Forgetting to pay bills can damage your credit score. Setting up direct debits to pay your utility bills, phone and credit card payments means you can relax, and your credit score will be all the better for it.

Fix mistakes on your report

If you have any mistakes on your report (such as a typo in your name or a wrong address) then it can affect your credit score. For example, if your name is wrong on your credit report, some of your credit accounts may not be correctly matched with your report. This means your credit score won’t benefit from any positive behaviours associated with these accounts.

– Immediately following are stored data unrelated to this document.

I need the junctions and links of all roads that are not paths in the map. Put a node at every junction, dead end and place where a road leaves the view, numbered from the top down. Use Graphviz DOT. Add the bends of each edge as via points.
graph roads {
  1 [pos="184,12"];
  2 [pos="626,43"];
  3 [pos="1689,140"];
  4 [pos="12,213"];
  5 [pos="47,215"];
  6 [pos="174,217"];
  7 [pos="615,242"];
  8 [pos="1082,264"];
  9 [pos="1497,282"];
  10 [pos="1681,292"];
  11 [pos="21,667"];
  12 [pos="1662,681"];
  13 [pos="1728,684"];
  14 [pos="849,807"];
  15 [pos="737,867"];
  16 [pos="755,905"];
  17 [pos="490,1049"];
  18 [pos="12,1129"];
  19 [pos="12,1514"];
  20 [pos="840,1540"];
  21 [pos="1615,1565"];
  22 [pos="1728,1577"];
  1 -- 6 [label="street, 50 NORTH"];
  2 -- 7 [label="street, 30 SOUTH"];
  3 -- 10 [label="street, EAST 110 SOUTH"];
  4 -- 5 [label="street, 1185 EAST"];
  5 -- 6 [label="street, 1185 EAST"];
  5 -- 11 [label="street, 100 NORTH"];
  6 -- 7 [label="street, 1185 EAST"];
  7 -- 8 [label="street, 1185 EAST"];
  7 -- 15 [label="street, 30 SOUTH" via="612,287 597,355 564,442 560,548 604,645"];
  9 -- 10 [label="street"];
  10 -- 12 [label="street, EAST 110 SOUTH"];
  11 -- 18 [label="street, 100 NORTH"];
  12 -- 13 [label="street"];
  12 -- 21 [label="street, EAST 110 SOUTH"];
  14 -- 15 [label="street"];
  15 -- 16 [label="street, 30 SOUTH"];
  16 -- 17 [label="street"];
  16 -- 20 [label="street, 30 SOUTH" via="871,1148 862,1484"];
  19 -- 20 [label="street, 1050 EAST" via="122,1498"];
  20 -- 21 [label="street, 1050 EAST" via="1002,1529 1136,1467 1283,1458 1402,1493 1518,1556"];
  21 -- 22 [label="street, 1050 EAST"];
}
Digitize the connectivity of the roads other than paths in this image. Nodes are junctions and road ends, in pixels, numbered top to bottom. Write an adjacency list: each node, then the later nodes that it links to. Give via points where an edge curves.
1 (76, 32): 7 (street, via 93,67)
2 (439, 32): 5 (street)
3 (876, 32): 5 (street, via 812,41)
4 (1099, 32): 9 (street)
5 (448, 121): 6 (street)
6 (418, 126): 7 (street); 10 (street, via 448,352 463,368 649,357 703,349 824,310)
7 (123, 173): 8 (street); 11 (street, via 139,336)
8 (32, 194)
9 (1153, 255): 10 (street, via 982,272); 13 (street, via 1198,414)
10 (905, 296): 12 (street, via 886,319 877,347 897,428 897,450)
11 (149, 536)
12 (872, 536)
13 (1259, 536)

By checking your credit report, you can spot (and fix) any mistakes

Look out for fraud

By regularly monitoring your credit report, you can check for signs of financial fraud. If you have been a victim of identity theft, there will be evidence of it on your report, such as new credit accounts you didn’t set up or enquiries on your report you don’t recognise.

Actively monitor your score

Lenders share all sorts of information about you with credit bureaus, who store this data so it can be used to assess your credit risk. ClearScore partners with Experian, which is one of four major credit bureaus in South Africa. The other three are called TransUnion, Compuscan and XDS. It’s worth checking in with all four companies to get a good overall view of your finances. Some provide access to your data with a free trial (but remember to cancel your subscription before the free trial ends).

Plan ahead when you need credit

Credit applications result in enquiries on your credit report, and too many could negatively impact your score. By planning in advance, you get your credit report in shape before making an important credit application. This will improve your chances of being accepted, which will help keep your credit score intact.

Build your score – use a credit card little and often

Using credit responsibly is a key element to building your score. Keeping your credit card active, by spending small amounts and paying them off each month, makes you appear more attractive to lenders. This is because it shows you can reliably pay back the money you borrow.